A role model can teach you to love and respect yourself.
“A role model can teach you to love and respect yourself.” Thus spoke Tionne Watkins, known to many as T-Boz of the legendary group TLC — a woman whose own life has been a testament to resilience, authenticity, and inner strength. Her words shine with the quiet fire of experience, for they are not spoken from luxury or ease, but from the hard-won wisdom of one who has struggled, endured, and risen. In this reflection lies a timeless truth: that self-love and self-respect, though born within us, often need a mirror — a living example — to awaken and take shape. That mirror is the role model, the one whose life becomes a light for others lost in the dark.
Watkins’ words come from a soul who has seen both fame and fragility. As a woman who faced chronic illness, public scrutiny, and personal trials, she came to understand that strength is not born from pride, but from self-acceptance. Her message speaks especially to the young, to those who search for themselves in a world eager to tell them who to be. She reminds us that the right role model does not simply inspire imitation — they inspire transformation. They awaken in us the courage to embrace our flaws, to honor our boundaries, and to see beauty in our uniqueness. A true role model does not make you worship them; they make you see yourself as worthy of love.

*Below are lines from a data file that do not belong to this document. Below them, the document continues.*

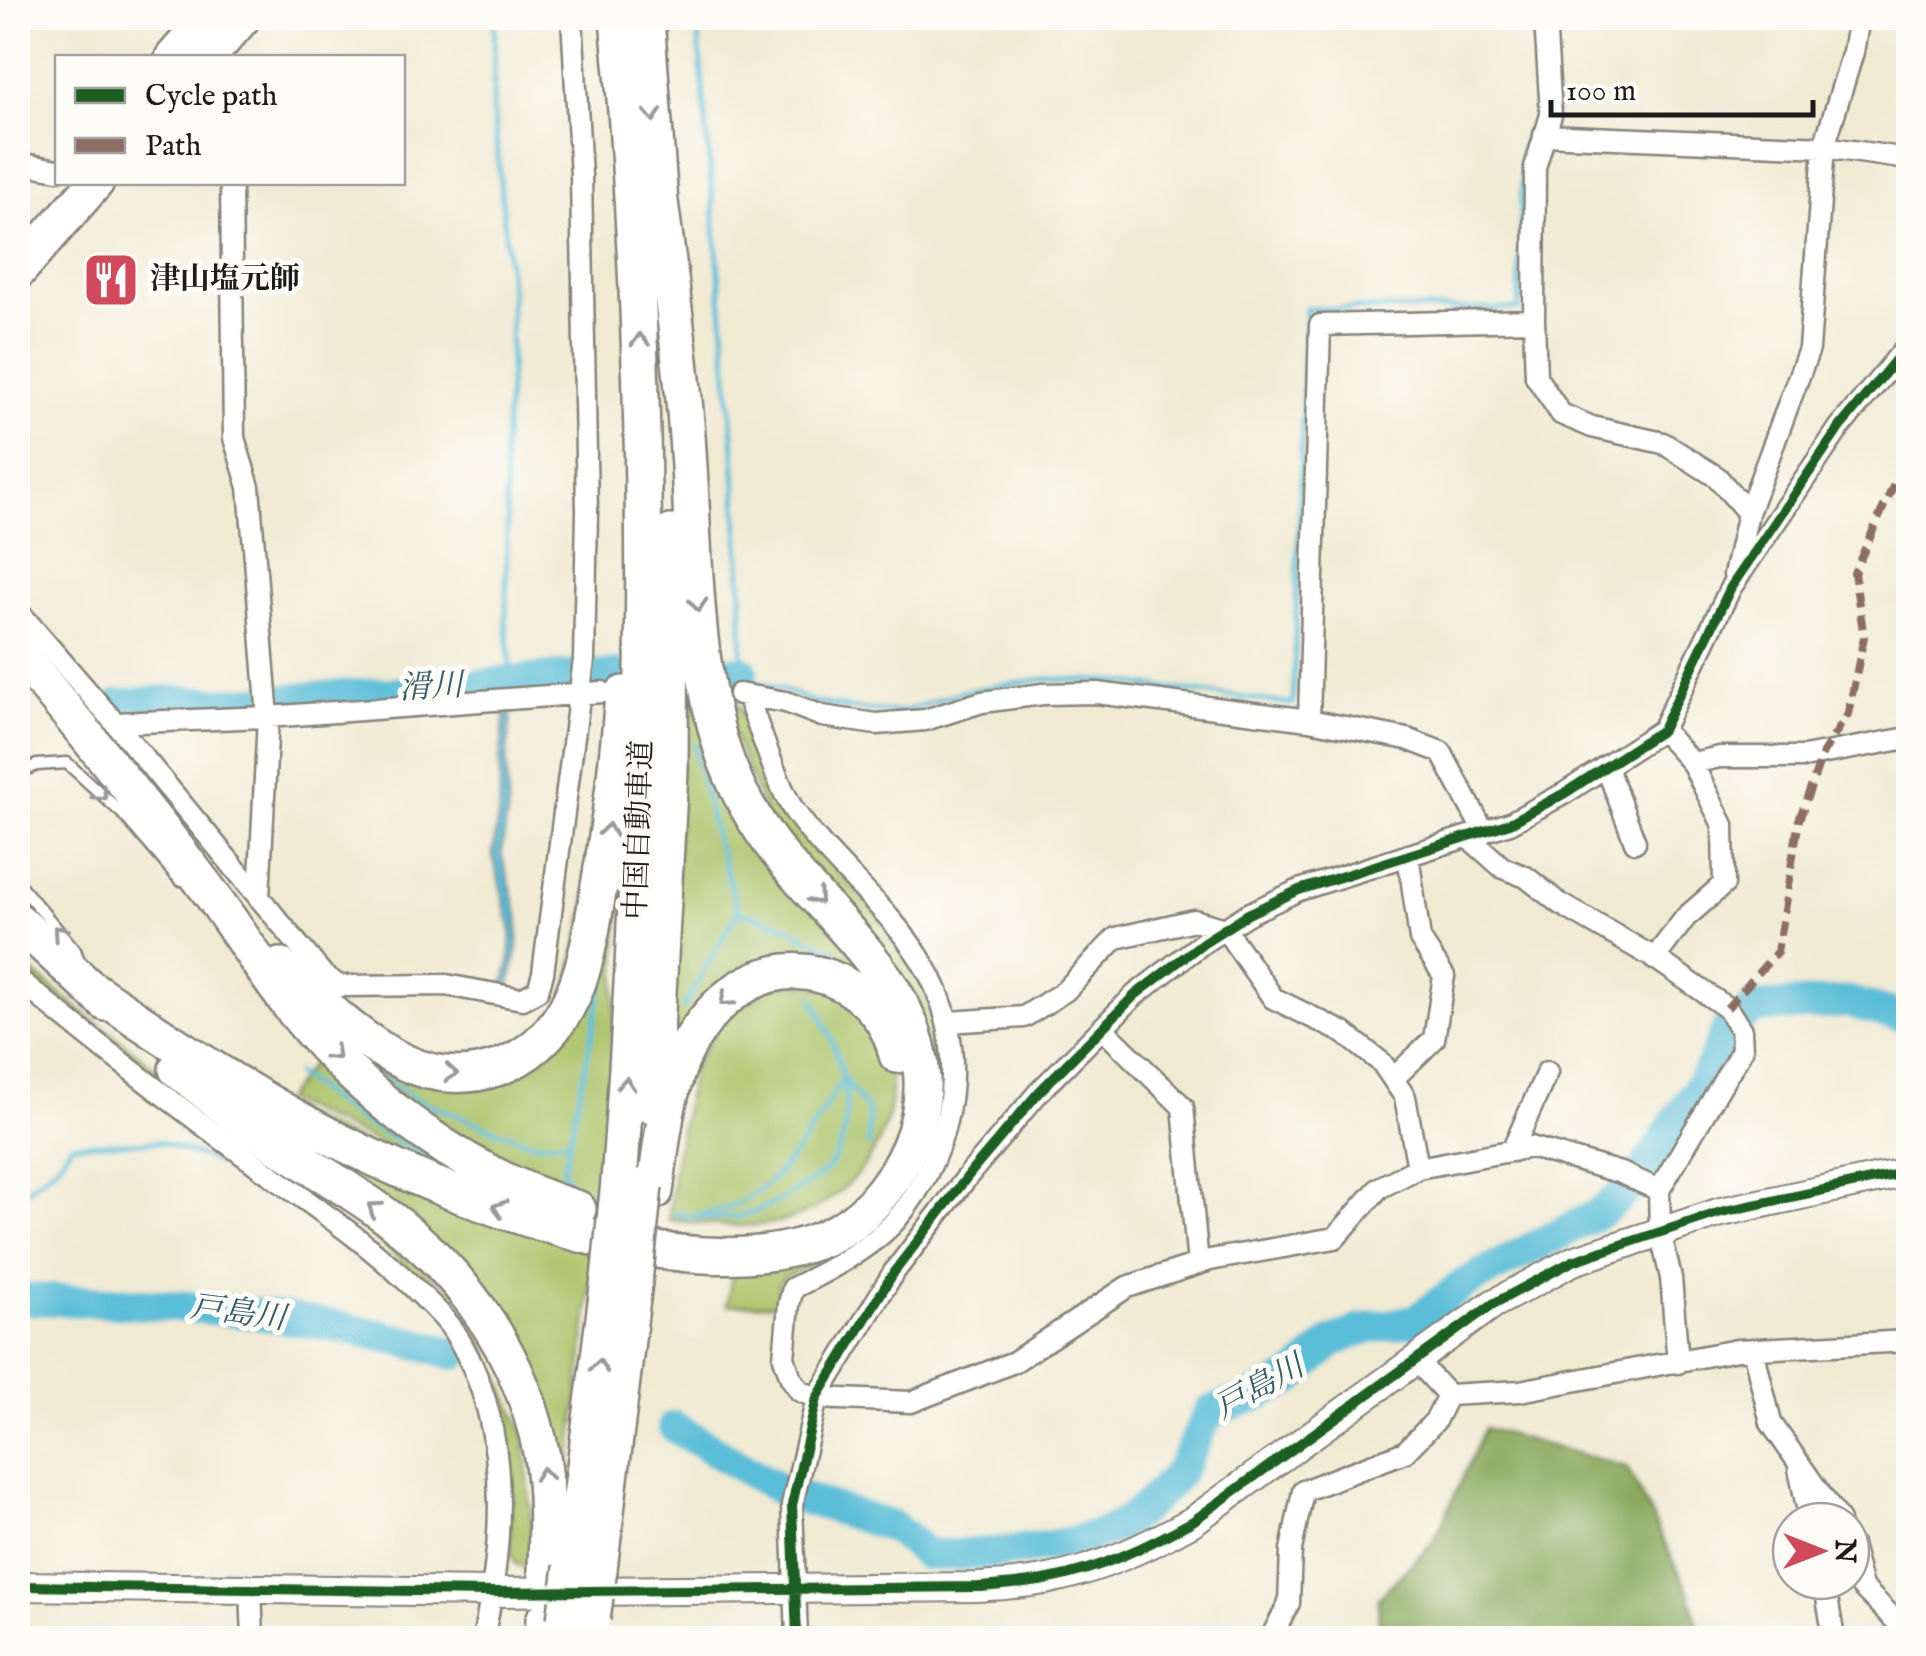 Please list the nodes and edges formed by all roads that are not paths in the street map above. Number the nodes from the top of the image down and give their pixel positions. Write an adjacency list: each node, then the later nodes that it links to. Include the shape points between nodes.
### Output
1 (208, 18): 8 (highway)
2 (242, 18): 9 (highway)
3 (572, 18): 28 (street, via 587,512)
4 (618, 18): 22 (highway, 中国自動車道, one-way to 4)
5 (646, 18): 17 (highway, 中国自動車道, one-way to 17)
6 (1545, 18): 10 (street, via 1551,115)
7 (1858, 18): 11 (street)
8 (176, 55)
9 (210, 55)
10 (1544, 135): 11 (street); 20 (street, via 1536,167)
11 (1824, 147): 12 (street); 23 (street, via 1809,349)
12 (1908, 159)
13 (18, 163): 14 (street)
14 (55, 169)
15 (80, 185): 18 (highway); 19 (highway)
16 (231, 185): 29 (street, via 234,438 249,488)
17 (660, 194): 47 (highway, one-way to 47, via 714,718 735,781 764,833 866,952 912,1030 922,1095 914,1138 893,1179 847,1225 786,1251 709,1256 594,1236 456,1193 342,1143 232,1082); 55 (highway, 中国自動車道, via 670,448 670,771 656,1060)
18 (18, 236)
19 (18, 271)
20 (1534, 320): 23 (street, via 1536,376 1560,414 1663,442 1718,477); 30 (street, via 1320,325)
21 (1908, 345): 24 (street, via 1840,427)
22 (643, 417): 42 (highway, one-way to 22, via 344,1023 409,1064 447,1074 488,1072 542,1043 578,981 600,879 626,658 628,476); 55 (highway, 中国自動車道, one-way to 22)
23 (1748, 512): 24 (street)
24 (1732, 587): 32 (street)
25 (18, 612): 31 (street)
26 (18, 652): 42 (highway)
27 (602, 692): 28 (street)
28 (579, 695): 29 (street); 41 (street, via 543,973 531,997 446,985 340,986)
29 (268, 717): 31 (street); 41 (street)
30 (1309, 720): 37 (street, via 1441,752); 48 (street, via 1097,692 982,702 925,720 876,724 743,695 792,807 906,938)
31 (115, 723): 41 (street)
32 (1662, 730): 34 (street); 35 (street)
33 (1908, 738): 34 (street, via 1804,757)
34 (1692, 763): 45 (street, via 1723,825 1724,884 1686,917)
35 (1606, 766): 37 (street, via 1546,804); 38 (street)
36 (18, 772): 42 (lane, one-way to 42, via 68,763 181,882)
37 (1477, 835): 39 (street); 45 (street, via 1503,868)
38 (1636, 842)
39 (1408, 856): 44 (street, via 1299,890); 51 (street, via 1420,939 1444,976 1434,1039)
40 (18, 883): 47 (lane, one-way to 40, via 75,950)
41 (259, 898)
42 (225, 914): 55 (highway, one-way to 55, via 324,1045 430,1136 539,1196 679,1233 788,1230 834,1210 863,1185 887,1151 900,1100 896,1049 878,1014 852,988 820,974 766,976 731,994 688,1045)
43 (18, 921): 47 (highway)
44 (1224, 929): 48 (street, via 1194,920 1116,938 1065,991 1024,1018); 49 (street, via 1135,995); 51 (street, via 1273,998 1344,1033)
45 (1654, 959): 56 (street, via 1727,1008 1742,1050)
46 (18, 979): 73 (street, via 122,1065 380,1254 452,1329 476,1376 499,1461)
47 (89, 987): 69 (highway, one-way to 47, via 534,1425 510,1361 473,1299 420,1243 218,1102)
48 (949, 1022): 65 (street, via 949,1110 926,1176 893,1223 793,1288 784,1358 800,1390)
49 (1103, 1028): 58 (street, via 1183,1107); 65 (street, via 960,1186 894,1272)
50 (1548, 1072): 52 (street)
51 (1393, 1079): 53 (street, via 1404,1096)
52 (1512, 1150): 53 (street); 56 (street, via 1531,1147)
53 (1418, 1168): 58 (street, via 1378,1188 1335,1238)
54 (1908, 1172): 57 (street)
55 (639, 1186): 59 (highway, 中国自動車道, bridge)
56 (1654, 1187): 57 (street)
57 (1660, 1231): 62 (street, via 1573,1261); 63 (street)
58 (1198, 1264): 65 (street, via 1126,1287 1014,1362 911,1402)
59 (628, 1281): 69 (highway, 中国自動車道, one-way to 59); 69 (highway, 中国自動車道, via 606,1518)
60 (1908, 1341): 61 (street)
61 (1753, 1349): 63 (street); 66 (street, via 1771,1424)
62 (1414, 1358): 64 (street); 72 (street, via 1193,1521 1103,1564 1048,1580 978,1588)
63 (1678, 1362): 64 (street, via 1520,1391)
64 (1448, 1395): 81 (street, via 1404,1452 1303,1491 1289,1603)
65 (818, 1398): 72 (street, via 792,1505)
66 (1797, 1462): 67 (street); 68 (street)
67 (1806, 1501)
68 (1825, 1501)
69 (572, 1569): 76 (highway); 76 (highway, 中国自動車道, bridge)
70 (18, 1586): 71 (street)
71 (252, 1589): 73 (street); 78 (street)
72 (795, 1590): 73 (street); 80 (street)
73 (493, 1592): 79 (street)
74 (1871, 1596): 77 (street)
75 (1828, 1601): 82 (street)
76 (566, 1629)
77 (1908, 1633)
78 (253, 1638)
79 (483, 1638)
80 (797, 1638)
81 (1270, 1638)
82 (1834, 1638)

The ancients, too, knew the power of example. Aristotle once said that “we become just by doing just acts,” and often, we learn those acts by observing the virtuous. In every age, societies have sought figures — heroes, teachers, elders — whose lives embodied what words alone could not teach. The role model, then, is a modern echo of that ancient mentor — not a perfect being, but one who walks the path of truth with courage. By seeing their strength, we learn to cultivate our own; by seeing their struggles, we learn that dignity is not the absence of failure, but the grace to rise again.
Consider the story of Maya Angelou, who lived through trauma, silence, and hardship, yet emerged as a poet of power and compassion. To countless women, men, and children, she became not merely a voice, but a mirror of hope. Through her words — “You may not control all the events that happen to you, but you can decide not to be reduced by them” — she taught generations to reclaim their worth. She did not promise perfection, but she modeled strength through vulnerability, confidence through humility, and pride through perseverance. To love oneself, she taught, is not vanity, but survival; to respect oneself is not arrogance, but truth. And this is the very essence of Watkins’ quote: that the presence of a true example can ignite a revolution within the soul.
But there is another lesson hidden in her words — that not all role models are chosen; some are created. Every person who learns to love and respect themselves becomes, in turn, a guide for others. When you live with integrity, when you forgive yourself and stand in your worth, you become the teacher you once sought. The chain of inspiration never ends — one heart heals, and through that healing, others find courage. Thus, in Watkins’ wisdom, we find a call to responsibility: to live so that our strength becomes a refuge for those still finding theirs.
In a world that too often teaches us to compete, to compare, to feel lesser or unworthy, her words sound like the voice of a mother, gentle but firm: “Love yourself.” Not because you are flawless, but because you are human. “Respect yourself.” Not because others approve, but because your life has sacred worth. A role model teaches this not through speeches, but through living — through authenticity, through resilience, through kindness that begins at home, within the self. For when the soul respects itself, the world cannot break it.
So, my children, let this be the lesson you carry forward: seek not idols, but examples. Follow not those who demand your admiration, but those who awaken your own. When you find someone whose light helps you see your own reflection clearly — cherish them, learn from them, and then become like them. Live in such a way that others may say of you, “because of them, I began to love myself again.”
For as Tionne Watkins teaches, the greatest gift one human can give another is not advice, not riches, not even comfort — it is the courage to see themselves as worthy. To love oneself is to rise above the world’s noise. To respect oneself is to become unshakable. And to live as a model of that love and respect is to leave a legacy that will outlive flesh, fame, and time — a light passed from soul to soul, generation to generation, forever.